The campaign was launched following the harrowing attack on PC David Wardell’s dog, Finn, who sustained multiple stab wounds to the chest while pursuing a criminal. The suspect was apprehended, but Finn was seriously injured with both lungs punctured.
The suspect was eventually prosecuted, however the charges brought forward for the attack on Finn were limited to those of damaging police property, effectively reducing the severity and violence of the attack to the equivalent of damaging police equipment.
As a longstanding supporter of animals and emergency services, Robin has welcomed a series of recent amendments to the law such as last year’s increase of the maximum sentence for animal cruelty which increased tenfold from six months to five years in both England and Wales, and the Assaults on Emergency Workers Bill which increased the maximum custodial sentence for assaulting an emergency worker including police officers, paramedics and fire men and women.
Commenting on Finn’s Law, Robin said:
“It is entirely right that the UK has a robust legal framework to tackle this behaviour in the Animal Welfare Act 2006, which makes it an offence to cause unnecessary suffering to any animal.”
I know that service animals, both dogs and horses, have been incredibly valuable in Worcester and having witnessed first-hand the bravery and discipline of these animals when on duty in the city last year I cannot welcome this legislation enough.
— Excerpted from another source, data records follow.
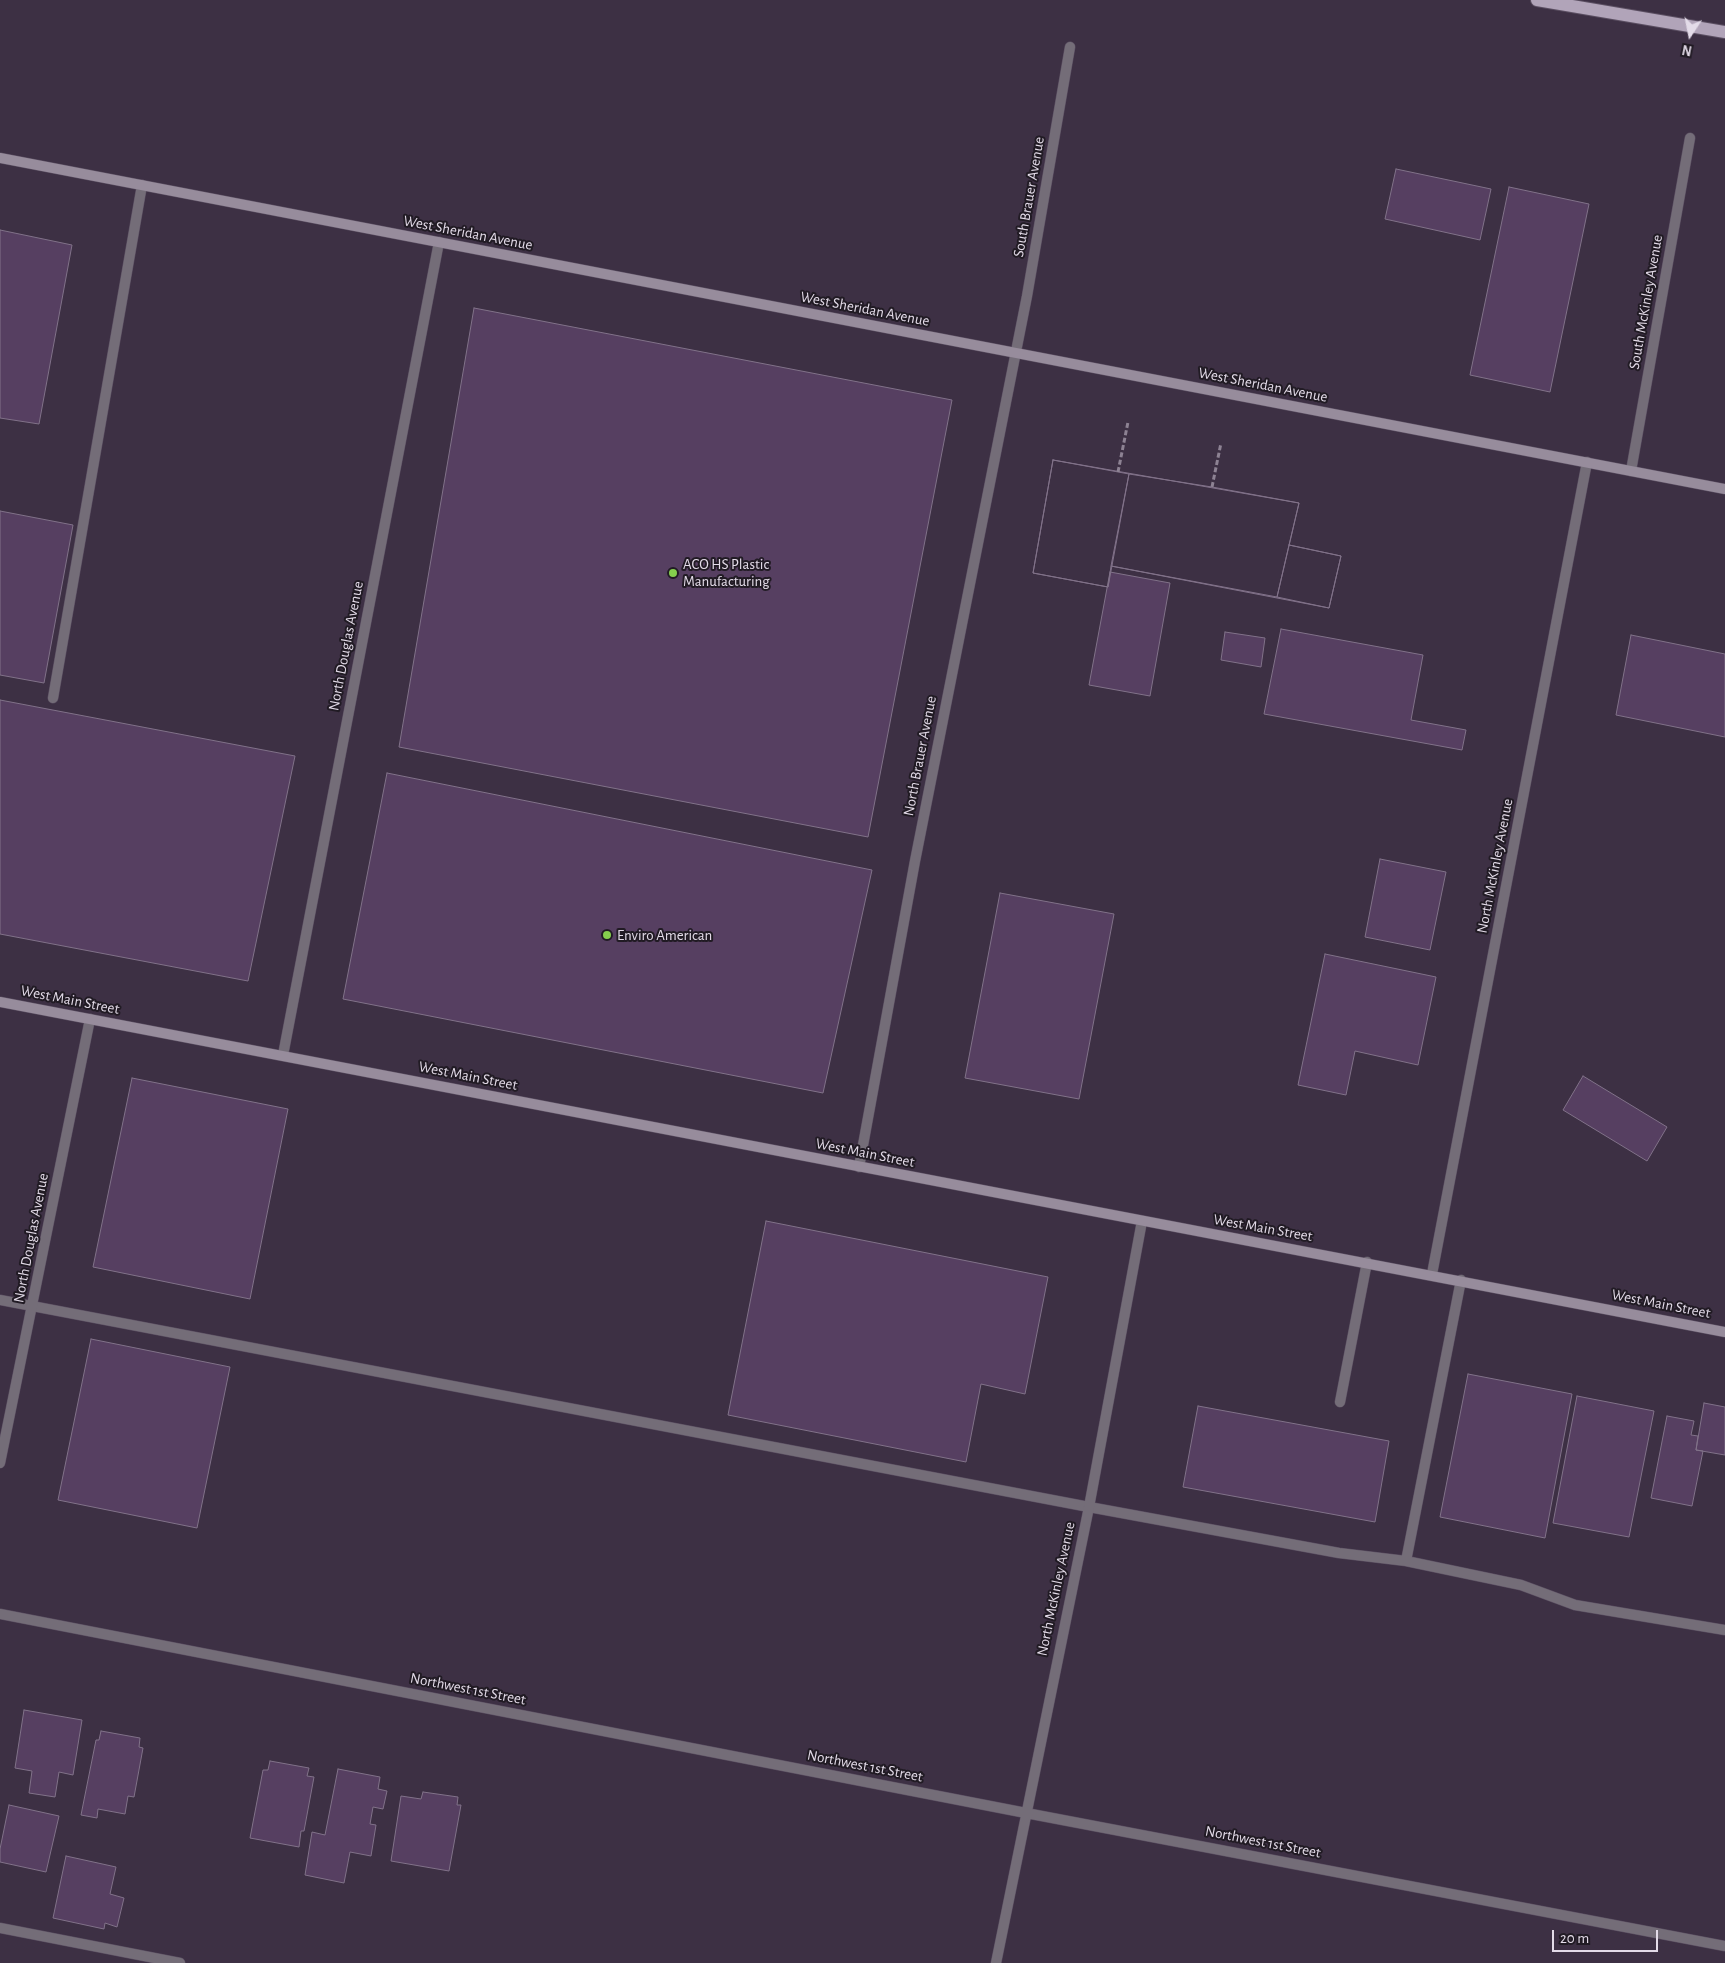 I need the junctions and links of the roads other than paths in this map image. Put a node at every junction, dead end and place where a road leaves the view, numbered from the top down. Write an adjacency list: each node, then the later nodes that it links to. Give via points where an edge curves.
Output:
1 (1537, 0): 2 (main road)
2 (1725, 32)
3 (1070, 47): 8 (street, South Brauer Avenue)
4 (1690, 138): 10 (street, South McKinley Avenue)
5 (0, 158): 6 (main road, West Sheridan Avenue)
6 (142, 185): 7 (main road, West Sheridan Avenue); 12 (street)
7 (439, 242): 8 (main road, West Sheridan Avenue); 15 (street, North Douglas Avenue)
8 (1016, 352): 9 (main road, West Sheridan Avenue); 16 (street, North Brauer Avenue, via 917,851)
9 (1587, 462): 10 (main road, West Sheridan Avenue); 19 (street, North McKinley Avenue)
10 (1631, 471): 11 (main road, West Sheridan Avenue)
11 (1725, 490)
12 (53, 698)
13 (0, 1002): 14 (main road, West Main Street)
14 (90, 1019): 15 (main road, West Main Street); 22 (street, North Douglas Avenue)
15 (283, 1055): 16 (main road, West Main Street)
16 (859, 1167): 17 (main road, West Main Street)
17 (1142, 1221): 18 (main road, West Main Street); 26 (street, North McKinley Avenue)
18 (1367, 1262): 19 (main road, West Main Street); 24 (street)
19 (1432, 1274): 20 (main road, West Main Street)
20 (1461, 1280): 23 (main road, West Main Street); 27 (street)
21 (0, 1300): 22 (street)
22 (33, 1307): 25 (street, North Douglas Avenue); 26 (street)
23 (1725, 1332)
24 (1340, 1402)
25 (0, 1464)
26 (1089, 1506): 27 (street, via 1339,1553); 30 (street, North McKinley Avenue)
27 (1406, 1561): 29 (street, via 1521,1585 1575,1605)
28 (0, 1614): 30 (street, Northwest 1st Street)
29 (1725, 1630)
30 (1026, 1813): 32 (street, Northwest 1st Street); 34 (street, North McKinley Avenue)
31 (0, 1928): 33 (street)
32 (1725, 1946)
33 (180, 1963)
34 (996, 1963)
I am happy to see the law finally reflect the value these animals have both on and off duty, and it was truly very special to see Finn in the chamber on Friday.”
These laws safeguard the rights of the courageous men, women and animals protecting public safety, and gives judges the power to hand down harsher sentences on those who abuse them.”
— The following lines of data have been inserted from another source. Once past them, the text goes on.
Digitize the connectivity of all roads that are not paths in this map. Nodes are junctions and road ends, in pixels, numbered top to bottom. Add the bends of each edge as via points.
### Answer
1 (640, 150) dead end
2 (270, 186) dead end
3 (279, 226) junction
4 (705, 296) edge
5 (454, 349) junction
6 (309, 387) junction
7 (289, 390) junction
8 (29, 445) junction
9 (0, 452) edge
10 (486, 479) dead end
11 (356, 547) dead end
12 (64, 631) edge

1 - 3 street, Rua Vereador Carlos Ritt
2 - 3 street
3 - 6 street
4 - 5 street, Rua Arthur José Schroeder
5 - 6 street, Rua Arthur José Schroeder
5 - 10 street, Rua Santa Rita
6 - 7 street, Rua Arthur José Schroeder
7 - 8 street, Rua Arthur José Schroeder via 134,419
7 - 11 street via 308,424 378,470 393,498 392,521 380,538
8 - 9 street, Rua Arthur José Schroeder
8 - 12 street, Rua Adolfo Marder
I know this bill has been strongly supported by our Police and Crime Commissioner John Campion.”
This Government is committed to the very highest standards of animal welfare. As the Prime Minister has set out, we will make, and are making, the United Kingdom a world leader in the care and protection of animals.”
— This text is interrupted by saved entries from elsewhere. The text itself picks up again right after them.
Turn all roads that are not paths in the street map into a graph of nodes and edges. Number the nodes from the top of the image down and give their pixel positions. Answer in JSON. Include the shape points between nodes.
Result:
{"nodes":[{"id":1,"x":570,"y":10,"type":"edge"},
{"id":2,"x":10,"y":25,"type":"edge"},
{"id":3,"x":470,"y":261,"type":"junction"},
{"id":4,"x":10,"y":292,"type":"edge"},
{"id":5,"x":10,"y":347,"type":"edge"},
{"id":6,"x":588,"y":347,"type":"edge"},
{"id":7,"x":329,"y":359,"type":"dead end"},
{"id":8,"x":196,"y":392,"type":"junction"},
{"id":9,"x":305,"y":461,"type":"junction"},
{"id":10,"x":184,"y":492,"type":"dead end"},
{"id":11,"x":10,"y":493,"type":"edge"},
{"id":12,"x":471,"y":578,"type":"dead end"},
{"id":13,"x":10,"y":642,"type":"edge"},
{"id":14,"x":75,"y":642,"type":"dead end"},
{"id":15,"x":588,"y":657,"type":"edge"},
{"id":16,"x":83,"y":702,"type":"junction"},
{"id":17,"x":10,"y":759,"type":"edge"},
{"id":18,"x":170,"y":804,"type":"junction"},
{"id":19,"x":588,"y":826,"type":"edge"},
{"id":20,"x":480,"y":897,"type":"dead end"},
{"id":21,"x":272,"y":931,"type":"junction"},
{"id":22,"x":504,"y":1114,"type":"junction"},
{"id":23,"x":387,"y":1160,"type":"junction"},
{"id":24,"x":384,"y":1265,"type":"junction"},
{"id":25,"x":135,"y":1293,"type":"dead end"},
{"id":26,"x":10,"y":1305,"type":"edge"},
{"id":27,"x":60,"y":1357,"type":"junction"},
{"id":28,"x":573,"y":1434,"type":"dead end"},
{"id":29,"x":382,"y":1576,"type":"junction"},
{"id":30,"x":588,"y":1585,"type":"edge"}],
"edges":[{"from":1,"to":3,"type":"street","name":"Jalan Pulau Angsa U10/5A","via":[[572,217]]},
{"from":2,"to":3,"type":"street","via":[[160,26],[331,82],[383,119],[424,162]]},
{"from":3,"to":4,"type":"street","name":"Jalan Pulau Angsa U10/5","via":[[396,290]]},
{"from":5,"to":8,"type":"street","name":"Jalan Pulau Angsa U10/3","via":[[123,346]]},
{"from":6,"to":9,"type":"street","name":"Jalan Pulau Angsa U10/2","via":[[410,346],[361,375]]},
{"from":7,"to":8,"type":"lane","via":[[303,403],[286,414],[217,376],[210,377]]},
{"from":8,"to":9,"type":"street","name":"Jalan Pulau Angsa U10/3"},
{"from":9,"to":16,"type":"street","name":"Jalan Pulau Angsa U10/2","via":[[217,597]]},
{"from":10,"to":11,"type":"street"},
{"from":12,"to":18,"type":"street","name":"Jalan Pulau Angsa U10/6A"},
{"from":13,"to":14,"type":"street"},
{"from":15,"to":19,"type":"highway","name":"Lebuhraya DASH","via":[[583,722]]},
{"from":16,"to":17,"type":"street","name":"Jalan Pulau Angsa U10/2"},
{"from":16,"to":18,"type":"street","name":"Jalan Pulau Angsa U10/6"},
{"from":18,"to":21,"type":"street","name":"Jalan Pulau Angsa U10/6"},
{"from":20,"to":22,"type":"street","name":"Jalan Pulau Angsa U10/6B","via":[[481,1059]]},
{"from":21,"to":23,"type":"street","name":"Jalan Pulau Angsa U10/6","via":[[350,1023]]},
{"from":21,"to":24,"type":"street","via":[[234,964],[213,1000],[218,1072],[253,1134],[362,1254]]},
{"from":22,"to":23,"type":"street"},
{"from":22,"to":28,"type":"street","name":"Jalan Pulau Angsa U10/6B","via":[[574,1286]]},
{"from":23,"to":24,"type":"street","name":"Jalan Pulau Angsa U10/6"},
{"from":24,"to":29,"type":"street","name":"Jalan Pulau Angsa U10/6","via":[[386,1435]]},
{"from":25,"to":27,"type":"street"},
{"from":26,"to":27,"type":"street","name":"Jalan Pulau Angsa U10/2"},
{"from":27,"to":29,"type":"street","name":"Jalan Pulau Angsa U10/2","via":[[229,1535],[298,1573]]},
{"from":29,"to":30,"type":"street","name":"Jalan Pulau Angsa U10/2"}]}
PC Dave Wardell, Finn’s Police Dog handler, said:
“My boy Finn, now retired, was one of several thousand service animals that work to protect the whole of society 24 hours a day, every day. When Finn was seriously injured it didn’t seem right to me or the public that he was seen as an inanimate object/property, in law.”
This campaign and Bill is my way of saying thank you to Finn for saving my life and to the many others for the truly outstanding and brave work they do every day.”
Finn with Handler Dave Wardell receiving PDSA Gold Medal Jonathan Brady/PA
Notes to editors:
For more information on the new law, please see: https://www.gov.uk/government/news/government-announces-support-for-finns-law-campaign-in-parliament
For more information on the Finn’s Law campaign, and to read more about Finn’s story please see: https://www.finnslaw.com/
For more information on the Assaults on Emergency Workers Bill please see: https://www.gov.uk/government/news/jail-time-to-double-for-assaulting-an-emergency-worker
For Robin’s previous press releases on policing please see:
Section 4 of the Animal Welfare Act 2006 currently requires a Court to take various factors into account when determining whether suffering caused to an animal can be considered “unnecessary.” One of these statutory considerations, section 4(3)(c)(ii), is whether the conduct which caused the suffering was for a legitimate purpose, such as, protecting a person, property or another animal.
Service dog statistics:
- In the year April 2017 to March 2018, police dogs were used in 1,920 incidents, including being deployed on 1,238 occasions.
- Of the 1,920 incidents, the dog needed to use force on 1,014 occasions to protect itself and 643 occasions to protect the public.
- In just 99 (5 per cent) of the 1,920 incidents a suspect escaped.